The thing that would make this element remarkable is that it would be the first element in the eighth period or row of the periodic table, marking a major event in the science world. Given the structure of the periodic table, the existence of ununennium can be fairly confidently predicted, and some scientists have also made speculations about the element's potential chemical properties.
Given its position on the periodic table, ununennium is probably going to be an alkaline earth metal. It may also turn out to be a liquid, which would make it the first radioactive liquid element, along with one of the few liquid elements. Like other transuranic elements, ununennium is probably extremely unstable, existing for only seconds at a time.
The instability of this element makes it unlikely to appear in nature. Therefore, scientists will have to produce it synthetically if they wish to observe it. Synthetic production of elements is usually accomplished by creating collisions of various isotopes of other elements in a linear accelerator. Depending on which isotopes are used, an new element may appear, albeit briefly, before it decays into the form of a more stable element. Typically only a few atoms of an element are produced at a time with this method, making observation very challenging, to say the least.

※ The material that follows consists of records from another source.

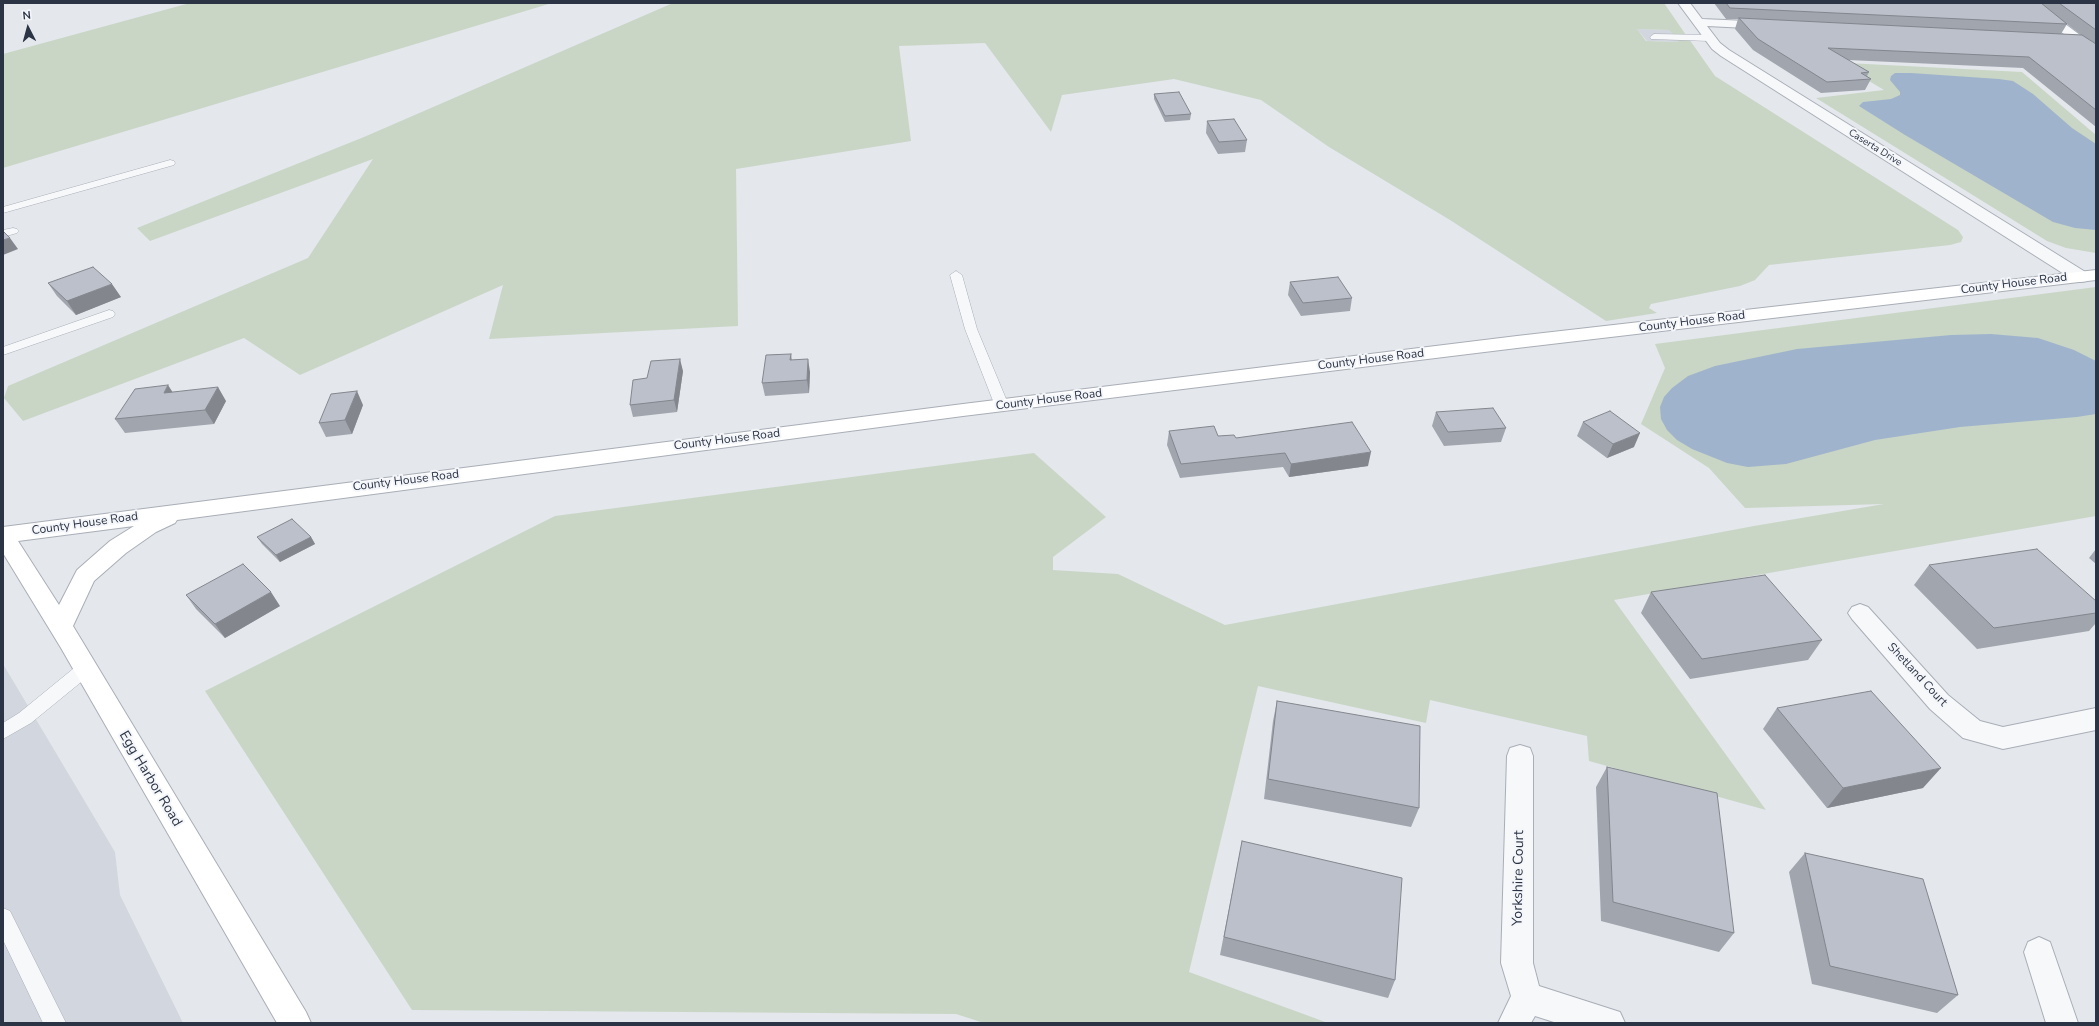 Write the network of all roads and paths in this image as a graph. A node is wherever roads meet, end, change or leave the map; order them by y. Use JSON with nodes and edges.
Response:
{"nodes":[{"id":1,"x":1684,"y":3,"type":"edge"},
{"id":2,"x":2030,"y":3,"type":"edge"},
{"id":3,"x":1698,"y":22,"type":"junction"},
{"id":4,"x":1776,"y":26,"type":"edge"},
{"id":5,"x":1654,"y":36,"type":"dead end"},
{"id":6,"x":1710,"y":38,"type":"junction"},
{"id":7,"x":2058,"y":39,"type":"edge"},
{"id":8,"x":2079,"y":40,"type":"junction"},
{"id":9,"x":2096,"y":53,"type":"edge"},
{"id":10,"x":170,"y":163,"type":"dead end"},
{"id":11,"x":3,"y":210,"type":"edge"},
{"id":12,"x":956,"y":274,"type":"dead end"},
{"id":13,"x":2089,"y":276,"type":"edge"},
{"id":14,"x":109,"y":314,"type":"dead end"},
{"id":15,"x":3,"y":352,"type":"edge"},
{"id":16,"x":1002,"y":406,"type":"junction"},
{"id":17,"x":184,"y":510,"type":"junction"},
{"id":18,"x":3,"y":535,"type":"edge"},
{"id":19,"x":1860,"y":613,"type":"dead end"},
{"id":20,"x":61,"y":626,"type":"junction"},
{"id":21,"x":85,"y":669,"type":"junction"},
{"id":22,"x":2096,"y":719,"type":"edge"},
{"id":23,"x":3,"y":732,"type":"edge"},
{"id":24,"x":1520,"y":756,"type":"dead end"},
{"id":25,"x":3,"y":918,"type":"edge"},
{"id":26,"x":2039,"y":952,"type":"dead end"},
{"id":27,"x":1520,"y":1011,"type":"edge"},
{"id":28,"x":55,"y":1023,"type":"edge"},
{"id":29,"x":296,"y":1023,"type":"edge"},
{"id":30,"x":1609,"y":1023,"type":"edge"},
{"id":31,"x":2062,"y":1023,"type":"edge"}],
"edges":[{"from":1,"to":3,"type":"street","name":"Caserta Drive"},
{"from":2,"to":8,"type":"street"},
{"from":3,"to":4,"type":"street"},
{"from":3,"to":6,"type":"street","name":"Caserta Drive"},
{"from":5,"to":6,"type":"lane"},
{"from":6,"to":13,"type":"street","name":"Caserta Drive"},
{"from":7,"to":8,"type":"street"},
{"from":8,"to":9,"type":"street"},
{"from":10,"to":11,"type":"lane"},
{"from":12,"to":16,"type":"lane"},
{"from":13,"to":16,"type":"street","name":"County House Road"},
{"from":14,"to":15,"type":"lane"},
{"from":16,"to":17,"type":"street","name":"County House Road"},
{"from":17,"to":18,"type":"street","name":"County House Road"},
{"from":17,"to":20,"type":"street"},
{"from":18,"to":20,"type":"street","name":"Egg Harbor Road"},
{"from":19,"to":22,"type":"street","name":"Shetland Court"},
{"from":20,"to":21,"type":"street","name":"Egg Harbor Road"},
{"from":21,"to":23,"type":"lane"},
{"from":21,"to":29,"type":"street","name":"Egg Harbor Road"},
{"from":24,"to":27,"type":"street","name":"Yorkshire Court"},
{"from":25,"to":28,"type":"lane"},
{"from":26,"to":31,"type":"street"},
{"from":27,"to":30,"type":"street","name":"Yorkshire Court"}]}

One might reasonably inquire about how this element could have a name, since it has not been discovered yet. Ununennium is named for its atomic number, 119, using a systematic element naming system developed by the International Union of Pure and Applied Chemistry. Several other elements which have not been discovered yet have also been named, so that scientists can discuss them using standardized language. If and when this element is successfully synthesized and observed, the laboratory which makes the discovery will have the honor of proposing a name; like other transuranic elements, ununennium will probably be named for a famous scientist or the location in which is is discovered.